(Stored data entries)
%%
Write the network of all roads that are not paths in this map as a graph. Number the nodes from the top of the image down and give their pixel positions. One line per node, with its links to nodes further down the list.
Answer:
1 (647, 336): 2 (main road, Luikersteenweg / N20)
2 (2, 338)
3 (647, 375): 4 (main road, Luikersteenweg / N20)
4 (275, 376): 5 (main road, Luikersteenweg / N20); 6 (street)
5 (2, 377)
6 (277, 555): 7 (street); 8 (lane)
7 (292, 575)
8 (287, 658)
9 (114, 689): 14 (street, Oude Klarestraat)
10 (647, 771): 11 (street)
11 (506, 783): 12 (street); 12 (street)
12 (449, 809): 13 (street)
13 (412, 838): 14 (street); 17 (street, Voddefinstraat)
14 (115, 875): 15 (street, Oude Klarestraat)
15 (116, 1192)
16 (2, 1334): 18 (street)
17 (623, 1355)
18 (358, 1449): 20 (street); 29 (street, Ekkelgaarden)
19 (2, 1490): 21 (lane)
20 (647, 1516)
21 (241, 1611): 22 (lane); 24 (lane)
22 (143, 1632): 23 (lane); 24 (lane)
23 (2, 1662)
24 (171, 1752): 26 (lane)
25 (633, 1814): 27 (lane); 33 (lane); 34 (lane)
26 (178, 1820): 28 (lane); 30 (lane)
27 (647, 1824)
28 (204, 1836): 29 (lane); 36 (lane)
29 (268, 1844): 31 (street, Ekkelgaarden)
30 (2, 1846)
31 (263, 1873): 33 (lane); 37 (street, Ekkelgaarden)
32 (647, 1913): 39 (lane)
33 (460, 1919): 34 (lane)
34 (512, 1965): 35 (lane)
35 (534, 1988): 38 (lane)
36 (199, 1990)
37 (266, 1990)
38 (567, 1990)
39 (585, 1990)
%%
%%
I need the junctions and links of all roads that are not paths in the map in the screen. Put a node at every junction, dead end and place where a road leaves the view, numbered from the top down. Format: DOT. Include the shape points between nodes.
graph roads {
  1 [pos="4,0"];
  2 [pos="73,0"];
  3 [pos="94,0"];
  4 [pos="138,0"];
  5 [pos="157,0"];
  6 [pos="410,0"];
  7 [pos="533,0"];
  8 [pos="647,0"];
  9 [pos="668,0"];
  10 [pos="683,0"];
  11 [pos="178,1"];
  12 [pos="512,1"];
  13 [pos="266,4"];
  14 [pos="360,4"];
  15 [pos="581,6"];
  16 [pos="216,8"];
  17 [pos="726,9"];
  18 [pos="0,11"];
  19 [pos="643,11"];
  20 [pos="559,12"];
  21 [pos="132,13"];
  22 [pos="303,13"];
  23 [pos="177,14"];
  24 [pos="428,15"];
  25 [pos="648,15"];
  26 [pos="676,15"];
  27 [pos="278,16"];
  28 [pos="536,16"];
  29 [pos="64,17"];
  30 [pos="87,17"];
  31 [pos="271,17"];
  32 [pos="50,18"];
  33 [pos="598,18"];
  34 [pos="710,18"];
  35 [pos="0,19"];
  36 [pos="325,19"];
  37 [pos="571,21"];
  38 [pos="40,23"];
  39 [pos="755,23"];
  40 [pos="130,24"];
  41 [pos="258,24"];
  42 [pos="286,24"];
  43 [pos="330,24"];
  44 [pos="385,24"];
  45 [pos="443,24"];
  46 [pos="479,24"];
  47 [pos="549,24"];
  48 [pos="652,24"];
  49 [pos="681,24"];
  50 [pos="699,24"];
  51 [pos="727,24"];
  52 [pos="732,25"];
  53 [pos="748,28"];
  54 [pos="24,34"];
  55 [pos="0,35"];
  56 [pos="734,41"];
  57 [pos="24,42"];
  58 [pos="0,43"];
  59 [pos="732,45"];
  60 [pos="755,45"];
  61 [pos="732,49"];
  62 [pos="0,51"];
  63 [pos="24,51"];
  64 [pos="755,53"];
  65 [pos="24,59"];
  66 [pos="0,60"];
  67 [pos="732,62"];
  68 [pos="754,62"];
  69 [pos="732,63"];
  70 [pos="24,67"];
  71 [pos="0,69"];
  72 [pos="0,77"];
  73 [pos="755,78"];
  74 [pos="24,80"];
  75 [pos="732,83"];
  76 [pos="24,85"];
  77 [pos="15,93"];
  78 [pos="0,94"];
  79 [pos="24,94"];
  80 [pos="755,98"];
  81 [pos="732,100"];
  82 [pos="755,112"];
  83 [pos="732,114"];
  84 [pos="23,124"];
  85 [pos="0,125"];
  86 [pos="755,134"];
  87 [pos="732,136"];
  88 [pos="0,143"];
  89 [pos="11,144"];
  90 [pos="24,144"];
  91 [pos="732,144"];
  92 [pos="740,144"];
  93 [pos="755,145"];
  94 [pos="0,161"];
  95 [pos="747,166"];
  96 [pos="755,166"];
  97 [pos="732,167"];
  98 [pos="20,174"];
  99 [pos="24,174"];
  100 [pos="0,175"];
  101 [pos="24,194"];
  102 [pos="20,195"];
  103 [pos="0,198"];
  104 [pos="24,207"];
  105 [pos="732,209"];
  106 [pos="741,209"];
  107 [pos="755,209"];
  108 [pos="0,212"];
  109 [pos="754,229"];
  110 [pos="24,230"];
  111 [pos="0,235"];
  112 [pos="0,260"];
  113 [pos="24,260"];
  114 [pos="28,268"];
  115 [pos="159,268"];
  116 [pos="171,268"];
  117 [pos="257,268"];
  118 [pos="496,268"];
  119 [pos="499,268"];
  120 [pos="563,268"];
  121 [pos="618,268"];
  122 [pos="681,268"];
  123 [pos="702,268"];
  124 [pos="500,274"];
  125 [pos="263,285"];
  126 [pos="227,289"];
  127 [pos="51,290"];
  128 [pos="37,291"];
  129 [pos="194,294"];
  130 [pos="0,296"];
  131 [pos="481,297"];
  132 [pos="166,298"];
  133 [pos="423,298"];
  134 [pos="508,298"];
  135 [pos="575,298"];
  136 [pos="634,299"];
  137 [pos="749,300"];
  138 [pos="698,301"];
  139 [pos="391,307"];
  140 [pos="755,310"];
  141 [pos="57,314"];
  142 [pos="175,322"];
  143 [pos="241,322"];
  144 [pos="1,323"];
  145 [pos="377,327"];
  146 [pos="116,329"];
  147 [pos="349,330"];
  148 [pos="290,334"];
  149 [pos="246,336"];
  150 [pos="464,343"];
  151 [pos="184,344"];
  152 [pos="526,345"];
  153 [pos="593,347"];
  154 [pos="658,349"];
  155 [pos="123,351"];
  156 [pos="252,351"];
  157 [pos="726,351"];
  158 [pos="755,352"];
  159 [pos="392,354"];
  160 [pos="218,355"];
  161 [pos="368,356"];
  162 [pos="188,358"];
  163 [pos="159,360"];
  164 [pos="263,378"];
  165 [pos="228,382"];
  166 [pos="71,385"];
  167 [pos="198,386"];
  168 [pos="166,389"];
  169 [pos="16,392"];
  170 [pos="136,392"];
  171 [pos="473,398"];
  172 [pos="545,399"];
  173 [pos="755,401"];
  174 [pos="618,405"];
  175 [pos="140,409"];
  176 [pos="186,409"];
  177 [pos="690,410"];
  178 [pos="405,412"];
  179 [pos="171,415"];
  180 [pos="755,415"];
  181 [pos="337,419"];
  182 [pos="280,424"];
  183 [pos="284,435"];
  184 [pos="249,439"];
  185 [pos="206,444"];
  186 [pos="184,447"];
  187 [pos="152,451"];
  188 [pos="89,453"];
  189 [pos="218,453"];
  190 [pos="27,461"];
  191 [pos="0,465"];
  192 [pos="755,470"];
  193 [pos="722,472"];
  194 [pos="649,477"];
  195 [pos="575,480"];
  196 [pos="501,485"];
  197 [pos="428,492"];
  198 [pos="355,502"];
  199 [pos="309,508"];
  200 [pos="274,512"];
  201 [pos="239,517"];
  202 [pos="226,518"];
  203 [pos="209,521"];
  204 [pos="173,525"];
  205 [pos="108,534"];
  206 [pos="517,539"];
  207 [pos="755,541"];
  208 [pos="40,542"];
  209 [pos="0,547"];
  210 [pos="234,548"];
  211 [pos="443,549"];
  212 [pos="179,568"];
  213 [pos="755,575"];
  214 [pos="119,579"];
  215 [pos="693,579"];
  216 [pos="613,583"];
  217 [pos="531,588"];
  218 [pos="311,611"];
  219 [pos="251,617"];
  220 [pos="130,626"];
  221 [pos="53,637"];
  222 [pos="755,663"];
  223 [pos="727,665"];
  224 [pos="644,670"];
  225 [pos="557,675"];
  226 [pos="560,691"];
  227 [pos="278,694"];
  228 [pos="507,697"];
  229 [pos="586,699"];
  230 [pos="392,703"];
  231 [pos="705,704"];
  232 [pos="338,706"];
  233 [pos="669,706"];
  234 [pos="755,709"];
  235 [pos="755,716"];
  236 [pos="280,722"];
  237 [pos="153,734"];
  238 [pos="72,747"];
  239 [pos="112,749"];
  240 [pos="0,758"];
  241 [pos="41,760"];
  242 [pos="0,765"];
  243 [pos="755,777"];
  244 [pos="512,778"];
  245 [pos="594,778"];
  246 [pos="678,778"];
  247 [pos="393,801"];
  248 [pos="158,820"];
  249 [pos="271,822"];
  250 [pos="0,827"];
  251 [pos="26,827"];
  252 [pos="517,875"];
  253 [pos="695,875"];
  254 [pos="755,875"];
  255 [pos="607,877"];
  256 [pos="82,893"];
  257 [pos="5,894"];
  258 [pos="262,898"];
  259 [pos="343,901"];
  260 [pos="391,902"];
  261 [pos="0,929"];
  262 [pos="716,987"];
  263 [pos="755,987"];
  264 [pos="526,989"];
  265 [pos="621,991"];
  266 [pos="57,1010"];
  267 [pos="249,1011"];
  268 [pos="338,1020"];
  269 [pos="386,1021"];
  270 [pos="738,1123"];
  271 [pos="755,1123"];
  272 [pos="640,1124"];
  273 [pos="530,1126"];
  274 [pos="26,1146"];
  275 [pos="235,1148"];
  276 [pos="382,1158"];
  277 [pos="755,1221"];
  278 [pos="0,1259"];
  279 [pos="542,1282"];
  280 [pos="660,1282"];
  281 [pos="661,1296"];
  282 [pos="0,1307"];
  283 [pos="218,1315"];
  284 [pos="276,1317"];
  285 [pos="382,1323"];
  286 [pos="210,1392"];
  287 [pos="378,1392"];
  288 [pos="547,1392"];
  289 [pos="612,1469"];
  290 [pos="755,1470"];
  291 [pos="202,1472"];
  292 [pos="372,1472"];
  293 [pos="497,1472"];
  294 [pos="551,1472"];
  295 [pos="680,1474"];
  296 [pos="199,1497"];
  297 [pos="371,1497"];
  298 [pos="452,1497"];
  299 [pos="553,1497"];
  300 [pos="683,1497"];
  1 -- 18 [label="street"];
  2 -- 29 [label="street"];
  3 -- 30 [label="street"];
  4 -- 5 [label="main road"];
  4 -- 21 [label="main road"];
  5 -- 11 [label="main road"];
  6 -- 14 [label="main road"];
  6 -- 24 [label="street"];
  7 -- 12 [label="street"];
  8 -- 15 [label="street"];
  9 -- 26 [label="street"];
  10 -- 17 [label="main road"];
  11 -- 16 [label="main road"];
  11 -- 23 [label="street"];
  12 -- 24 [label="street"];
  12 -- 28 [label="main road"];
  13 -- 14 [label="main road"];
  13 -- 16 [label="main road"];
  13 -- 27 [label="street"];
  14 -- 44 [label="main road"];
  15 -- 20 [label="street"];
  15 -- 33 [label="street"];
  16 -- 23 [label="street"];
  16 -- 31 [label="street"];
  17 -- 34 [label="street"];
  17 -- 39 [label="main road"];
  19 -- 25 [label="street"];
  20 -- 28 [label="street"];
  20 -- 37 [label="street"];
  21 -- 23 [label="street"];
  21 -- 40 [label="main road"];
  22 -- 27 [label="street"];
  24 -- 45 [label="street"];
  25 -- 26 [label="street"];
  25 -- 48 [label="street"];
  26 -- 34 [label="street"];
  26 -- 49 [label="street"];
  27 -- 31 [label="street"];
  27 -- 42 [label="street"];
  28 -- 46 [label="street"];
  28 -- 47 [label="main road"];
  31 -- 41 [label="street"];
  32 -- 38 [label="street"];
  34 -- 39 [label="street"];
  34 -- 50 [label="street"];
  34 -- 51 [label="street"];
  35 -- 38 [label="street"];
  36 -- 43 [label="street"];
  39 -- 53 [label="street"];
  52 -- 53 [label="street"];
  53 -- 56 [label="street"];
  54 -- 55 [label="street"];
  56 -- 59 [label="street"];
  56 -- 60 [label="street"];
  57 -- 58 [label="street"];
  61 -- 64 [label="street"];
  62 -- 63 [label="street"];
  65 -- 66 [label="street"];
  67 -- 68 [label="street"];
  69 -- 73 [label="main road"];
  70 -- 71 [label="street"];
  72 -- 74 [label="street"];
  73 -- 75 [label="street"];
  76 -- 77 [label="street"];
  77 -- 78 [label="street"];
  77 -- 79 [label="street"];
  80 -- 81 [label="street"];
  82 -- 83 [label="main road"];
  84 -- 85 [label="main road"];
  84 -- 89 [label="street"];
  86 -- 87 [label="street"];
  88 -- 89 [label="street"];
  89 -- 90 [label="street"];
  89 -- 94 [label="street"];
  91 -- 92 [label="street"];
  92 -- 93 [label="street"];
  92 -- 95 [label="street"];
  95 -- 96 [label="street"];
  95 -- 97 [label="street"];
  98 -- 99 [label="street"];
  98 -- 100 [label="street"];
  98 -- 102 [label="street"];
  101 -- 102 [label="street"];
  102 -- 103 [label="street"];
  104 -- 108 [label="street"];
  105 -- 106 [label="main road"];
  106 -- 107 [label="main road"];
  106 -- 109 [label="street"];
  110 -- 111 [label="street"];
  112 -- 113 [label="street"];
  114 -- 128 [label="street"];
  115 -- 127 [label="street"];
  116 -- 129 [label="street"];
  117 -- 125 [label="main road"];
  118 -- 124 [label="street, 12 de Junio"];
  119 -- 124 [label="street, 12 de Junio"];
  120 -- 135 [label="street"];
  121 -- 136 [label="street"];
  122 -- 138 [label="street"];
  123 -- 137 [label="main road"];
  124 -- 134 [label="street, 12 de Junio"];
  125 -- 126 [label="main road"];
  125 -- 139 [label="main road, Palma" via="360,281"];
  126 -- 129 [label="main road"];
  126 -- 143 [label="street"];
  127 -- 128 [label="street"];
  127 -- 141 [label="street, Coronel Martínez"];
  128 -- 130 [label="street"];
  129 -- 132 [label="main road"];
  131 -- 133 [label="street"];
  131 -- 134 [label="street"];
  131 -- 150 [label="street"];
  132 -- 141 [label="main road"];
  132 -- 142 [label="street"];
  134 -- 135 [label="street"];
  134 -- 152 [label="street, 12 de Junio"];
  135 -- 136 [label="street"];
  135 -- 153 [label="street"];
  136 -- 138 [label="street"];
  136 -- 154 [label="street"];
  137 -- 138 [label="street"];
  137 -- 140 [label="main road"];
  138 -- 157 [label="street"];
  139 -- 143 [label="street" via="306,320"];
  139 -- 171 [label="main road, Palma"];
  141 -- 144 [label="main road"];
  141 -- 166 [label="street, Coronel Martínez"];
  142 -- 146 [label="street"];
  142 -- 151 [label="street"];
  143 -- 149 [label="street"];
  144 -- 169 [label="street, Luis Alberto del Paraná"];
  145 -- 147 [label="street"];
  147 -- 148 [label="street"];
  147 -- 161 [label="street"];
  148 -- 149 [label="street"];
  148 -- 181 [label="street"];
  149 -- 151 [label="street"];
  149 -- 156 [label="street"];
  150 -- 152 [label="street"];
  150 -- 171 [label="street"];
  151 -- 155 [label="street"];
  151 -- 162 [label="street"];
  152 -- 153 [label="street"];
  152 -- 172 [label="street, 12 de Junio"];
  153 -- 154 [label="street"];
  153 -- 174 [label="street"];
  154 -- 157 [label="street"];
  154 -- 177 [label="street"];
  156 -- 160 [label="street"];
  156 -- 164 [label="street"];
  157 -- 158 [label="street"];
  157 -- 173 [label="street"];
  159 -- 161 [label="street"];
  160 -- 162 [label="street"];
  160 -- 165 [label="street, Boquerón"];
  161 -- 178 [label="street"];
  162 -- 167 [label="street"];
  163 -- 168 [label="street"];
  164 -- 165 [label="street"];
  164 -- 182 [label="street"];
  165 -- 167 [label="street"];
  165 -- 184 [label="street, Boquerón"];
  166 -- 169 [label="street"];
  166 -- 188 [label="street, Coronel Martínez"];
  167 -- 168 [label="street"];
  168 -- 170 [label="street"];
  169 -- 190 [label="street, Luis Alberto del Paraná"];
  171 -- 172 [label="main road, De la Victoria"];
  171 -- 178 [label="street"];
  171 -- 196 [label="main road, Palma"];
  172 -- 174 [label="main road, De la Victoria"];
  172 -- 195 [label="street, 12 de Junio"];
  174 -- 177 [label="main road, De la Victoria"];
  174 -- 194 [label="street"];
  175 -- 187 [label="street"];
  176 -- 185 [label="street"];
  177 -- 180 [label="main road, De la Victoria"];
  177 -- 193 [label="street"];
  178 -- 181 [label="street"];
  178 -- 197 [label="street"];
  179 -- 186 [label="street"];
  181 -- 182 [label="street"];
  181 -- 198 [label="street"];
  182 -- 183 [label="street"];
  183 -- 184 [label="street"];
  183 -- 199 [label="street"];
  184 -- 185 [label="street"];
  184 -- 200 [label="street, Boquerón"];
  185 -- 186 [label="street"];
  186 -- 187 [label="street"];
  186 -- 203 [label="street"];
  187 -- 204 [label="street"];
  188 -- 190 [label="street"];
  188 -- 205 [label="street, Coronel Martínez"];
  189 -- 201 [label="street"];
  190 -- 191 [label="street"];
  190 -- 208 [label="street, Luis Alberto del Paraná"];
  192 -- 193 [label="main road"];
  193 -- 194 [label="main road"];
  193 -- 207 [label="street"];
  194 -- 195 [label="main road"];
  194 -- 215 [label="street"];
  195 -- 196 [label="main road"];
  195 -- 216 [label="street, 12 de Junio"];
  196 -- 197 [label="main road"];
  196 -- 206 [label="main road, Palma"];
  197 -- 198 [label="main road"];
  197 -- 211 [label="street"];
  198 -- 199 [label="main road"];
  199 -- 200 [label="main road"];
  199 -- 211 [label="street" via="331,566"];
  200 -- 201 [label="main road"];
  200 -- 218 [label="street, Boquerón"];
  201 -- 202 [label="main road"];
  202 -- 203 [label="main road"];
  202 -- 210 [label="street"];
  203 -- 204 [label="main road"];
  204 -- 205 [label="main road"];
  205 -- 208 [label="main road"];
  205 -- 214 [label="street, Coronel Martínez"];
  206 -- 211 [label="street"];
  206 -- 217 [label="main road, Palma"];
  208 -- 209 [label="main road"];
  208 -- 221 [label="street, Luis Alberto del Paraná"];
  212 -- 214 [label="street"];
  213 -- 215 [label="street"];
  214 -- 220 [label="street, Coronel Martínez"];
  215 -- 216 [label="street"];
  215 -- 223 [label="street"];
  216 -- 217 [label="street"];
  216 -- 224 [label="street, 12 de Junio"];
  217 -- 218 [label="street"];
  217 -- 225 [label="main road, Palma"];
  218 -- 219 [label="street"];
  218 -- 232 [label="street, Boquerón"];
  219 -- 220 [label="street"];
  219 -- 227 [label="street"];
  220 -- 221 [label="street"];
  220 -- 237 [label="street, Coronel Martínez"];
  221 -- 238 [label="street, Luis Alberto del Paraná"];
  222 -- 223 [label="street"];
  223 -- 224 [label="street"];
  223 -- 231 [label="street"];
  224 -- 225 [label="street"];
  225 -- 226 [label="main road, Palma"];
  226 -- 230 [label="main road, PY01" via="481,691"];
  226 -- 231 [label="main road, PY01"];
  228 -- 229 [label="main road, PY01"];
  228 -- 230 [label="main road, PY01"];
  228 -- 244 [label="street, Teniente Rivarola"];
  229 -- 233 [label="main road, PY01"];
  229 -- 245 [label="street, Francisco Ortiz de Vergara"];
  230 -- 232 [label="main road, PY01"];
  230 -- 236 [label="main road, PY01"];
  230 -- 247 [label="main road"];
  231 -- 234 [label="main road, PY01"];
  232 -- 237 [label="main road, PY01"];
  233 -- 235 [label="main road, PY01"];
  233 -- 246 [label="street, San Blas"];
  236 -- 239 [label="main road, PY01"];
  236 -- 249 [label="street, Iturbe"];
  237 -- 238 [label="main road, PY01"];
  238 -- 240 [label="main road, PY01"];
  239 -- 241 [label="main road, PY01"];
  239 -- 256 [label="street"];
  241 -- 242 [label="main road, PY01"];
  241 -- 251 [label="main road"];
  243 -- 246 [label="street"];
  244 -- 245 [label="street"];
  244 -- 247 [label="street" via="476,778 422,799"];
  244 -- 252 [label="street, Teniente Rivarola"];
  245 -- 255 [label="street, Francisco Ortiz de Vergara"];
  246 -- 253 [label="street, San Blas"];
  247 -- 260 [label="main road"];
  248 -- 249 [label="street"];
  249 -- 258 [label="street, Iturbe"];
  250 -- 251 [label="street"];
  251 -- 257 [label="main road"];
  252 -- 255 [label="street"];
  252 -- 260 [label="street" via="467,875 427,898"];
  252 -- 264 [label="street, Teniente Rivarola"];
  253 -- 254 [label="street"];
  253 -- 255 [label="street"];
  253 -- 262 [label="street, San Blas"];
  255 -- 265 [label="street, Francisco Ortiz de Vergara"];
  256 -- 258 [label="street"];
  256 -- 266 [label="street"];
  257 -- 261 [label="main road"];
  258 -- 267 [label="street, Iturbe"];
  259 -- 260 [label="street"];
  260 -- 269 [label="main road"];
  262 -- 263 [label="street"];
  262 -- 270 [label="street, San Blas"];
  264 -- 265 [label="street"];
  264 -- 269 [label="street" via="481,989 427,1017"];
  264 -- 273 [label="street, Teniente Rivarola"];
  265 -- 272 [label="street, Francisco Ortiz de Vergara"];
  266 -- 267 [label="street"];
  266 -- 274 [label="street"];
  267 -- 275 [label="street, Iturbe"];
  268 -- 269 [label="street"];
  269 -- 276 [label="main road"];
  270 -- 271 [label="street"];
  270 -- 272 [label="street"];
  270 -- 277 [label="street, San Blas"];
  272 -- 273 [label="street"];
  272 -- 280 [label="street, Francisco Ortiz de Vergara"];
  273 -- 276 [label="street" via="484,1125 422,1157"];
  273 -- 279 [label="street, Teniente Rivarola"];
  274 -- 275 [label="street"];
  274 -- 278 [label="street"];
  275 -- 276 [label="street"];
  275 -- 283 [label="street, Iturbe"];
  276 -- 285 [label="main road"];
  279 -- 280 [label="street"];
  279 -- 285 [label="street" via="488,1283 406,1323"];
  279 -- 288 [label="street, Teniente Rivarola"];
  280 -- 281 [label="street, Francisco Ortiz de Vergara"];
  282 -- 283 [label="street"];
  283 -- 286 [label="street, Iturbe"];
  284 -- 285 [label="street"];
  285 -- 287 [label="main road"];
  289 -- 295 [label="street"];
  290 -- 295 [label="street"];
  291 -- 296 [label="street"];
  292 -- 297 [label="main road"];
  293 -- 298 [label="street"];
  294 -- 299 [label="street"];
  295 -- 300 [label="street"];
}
%%
When the word "Vergara" shows up in a line of the entries, report that line.

## SOLUTION FOR THIS PROBLEM
  229 -- 245 [label="street, Francisco Ortiz de Vergara"];
  245 -- 255 [label="street, Francisco Ortiz de Vergara"];
  255 -- 265 [label="street, Francisco Ortiz de Vergara"];
  265 -- 272 [label="street, Francisco Ortiz de Vergara"];
  272 -- 280 [label="street, Francisco Ortiz de Vergara"];
  280 -- 281 [label="street, Francisco Ortiz de Vergara"];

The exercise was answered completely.